As an employee of S-K Contractors, Femmer had access to bank accounts for SK Leasing and U.S. Environmental Solutions, according to previous Missourian reporting. A police investigation conducted at the time found that Femmer had written checks to herself and made fraudulent transactions totaling nearly $200,000.
Father and son, Kevin Mayall and Shawn Mayall, co-owners of S-K Contractors, described the impact of Femmer’s embezzlement on their company and family in their victim impact statements during the sentencing hearing.
“You stole employee’s overtime pay, child support payments, pay raises from co-workers, just to mention a few,” Kevin Mayall said.
The Mayalls described being forced to scrap retirement plans, forgo employee raises, take loans to pay back creditors and even appear in federal court to face charges for not paying employees’ union dues.
“With all that being said about the monetary effects, it is not just about the dollar,” Shawn Mayall said. “The emotional impact of your actions has taken the ultimate toll.”
After the Mayalls’ victim statements, Femmer was permitted to speak.
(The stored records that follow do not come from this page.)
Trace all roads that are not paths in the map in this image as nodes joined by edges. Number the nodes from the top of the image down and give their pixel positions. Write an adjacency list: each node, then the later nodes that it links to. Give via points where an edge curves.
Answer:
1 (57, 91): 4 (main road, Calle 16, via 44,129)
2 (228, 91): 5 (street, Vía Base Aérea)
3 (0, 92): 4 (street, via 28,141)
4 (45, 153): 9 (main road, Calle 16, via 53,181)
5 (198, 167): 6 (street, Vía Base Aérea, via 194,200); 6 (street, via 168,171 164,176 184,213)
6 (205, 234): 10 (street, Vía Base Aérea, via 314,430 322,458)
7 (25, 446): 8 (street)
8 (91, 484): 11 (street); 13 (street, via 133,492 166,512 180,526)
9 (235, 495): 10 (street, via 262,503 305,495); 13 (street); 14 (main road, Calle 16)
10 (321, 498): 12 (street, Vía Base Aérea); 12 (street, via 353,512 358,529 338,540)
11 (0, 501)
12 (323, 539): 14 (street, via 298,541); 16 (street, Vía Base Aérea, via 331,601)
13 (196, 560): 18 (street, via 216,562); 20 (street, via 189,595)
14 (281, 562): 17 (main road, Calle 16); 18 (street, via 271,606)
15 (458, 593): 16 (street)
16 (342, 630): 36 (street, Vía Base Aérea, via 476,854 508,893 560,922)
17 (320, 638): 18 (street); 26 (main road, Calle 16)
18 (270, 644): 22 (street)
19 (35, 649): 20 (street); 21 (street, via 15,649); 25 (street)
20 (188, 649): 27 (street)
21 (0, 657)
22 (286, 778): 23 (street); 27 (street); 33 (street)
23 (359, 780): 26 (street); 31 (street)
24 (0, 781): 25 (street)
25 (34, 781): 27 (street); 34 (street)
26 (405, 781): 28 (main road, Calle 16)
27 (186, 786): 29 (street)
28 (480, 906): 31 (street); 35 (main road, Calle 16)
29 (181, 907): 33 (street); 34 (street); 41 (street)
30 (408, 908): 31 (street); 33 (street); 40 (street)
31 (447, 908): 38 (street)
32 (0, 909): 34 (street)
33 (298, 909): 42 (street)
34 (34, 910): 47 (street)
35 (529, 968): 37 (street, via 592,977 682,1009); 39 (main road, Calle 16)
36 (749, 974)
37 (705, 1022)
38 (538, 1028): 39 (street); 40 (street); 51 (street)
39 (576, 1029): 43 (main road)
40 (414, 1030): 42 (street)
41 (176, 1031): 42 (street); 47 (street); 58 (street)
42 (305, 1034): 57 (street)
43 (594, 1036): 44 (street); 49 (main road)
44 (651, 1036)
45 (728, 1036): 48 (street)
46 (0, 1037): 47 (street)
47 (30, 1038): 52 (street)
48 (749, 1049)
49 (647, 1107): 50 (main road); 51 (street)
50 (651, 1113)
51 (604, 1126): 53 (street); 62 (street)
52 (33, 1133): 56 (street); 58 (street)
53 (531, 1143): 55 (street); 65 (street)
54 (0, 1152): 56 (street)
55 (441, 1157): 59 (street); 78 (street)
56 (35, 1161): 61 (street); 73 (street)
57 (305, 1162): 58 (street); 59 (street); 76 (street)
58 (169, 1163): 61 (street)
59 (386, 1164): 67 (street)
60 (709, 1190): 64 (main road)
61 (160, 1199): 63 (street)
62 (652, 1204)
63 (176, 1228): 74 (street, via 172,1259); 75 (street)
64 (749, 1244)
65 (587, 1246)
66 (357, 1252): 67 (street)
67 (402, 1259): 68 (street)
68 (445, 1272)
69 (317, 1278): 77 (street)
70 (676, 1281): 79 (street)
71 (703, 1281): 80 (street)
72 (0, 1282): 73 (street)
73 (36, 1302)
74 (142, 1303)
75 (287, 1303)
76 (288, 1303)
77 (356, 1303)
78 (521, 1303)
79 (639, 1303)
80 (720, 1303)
“I’m sorry for everything that’s happened,” she said. “Shawn and Kevin, you were good to me, and I was not good to you.”
Hellmann asked why Femmer was looking down at the podium and not at the Mayall family, which included Shawn and Kevin and their wives and children.
“Your crime has affected all of those people, or they wouldn’t be here,” Hellmann said. “Look at them, not at me or at the podium.”
Femmer continued, saying she hopes one day she can make this right. “It’s going to take a long time,” she said. “I recognize that.”
Hellmann said he intends to hold her to that, specifically when it comes to her restitution. “The court intends to collect every penny,” he said. “You and I will see each other every month until I leave the bench, and every month I will ask you how much you’ve deposited.”
Femmer told the court that she had saved about $25,000 toward this restitution and has a house that she plans to mortgage with the intent of using that money for the restitution.
Hellmann said he wants to have Femmer granted work release from jail, so she can continue earning money toward that restitution.
The Mayalls, however, said they were unhappy with the sentence and wanted something harsher. Shawn Mayall called it “a slap on the wrist.”
“I feel like with what we’re making public information today, (the court’s) telling the public, ‘It’s OK to steal. It’s OK to commit crimes,’ ” Shawn Mayall said during the court proceeding. “Your ruling today: Tiffany wins.”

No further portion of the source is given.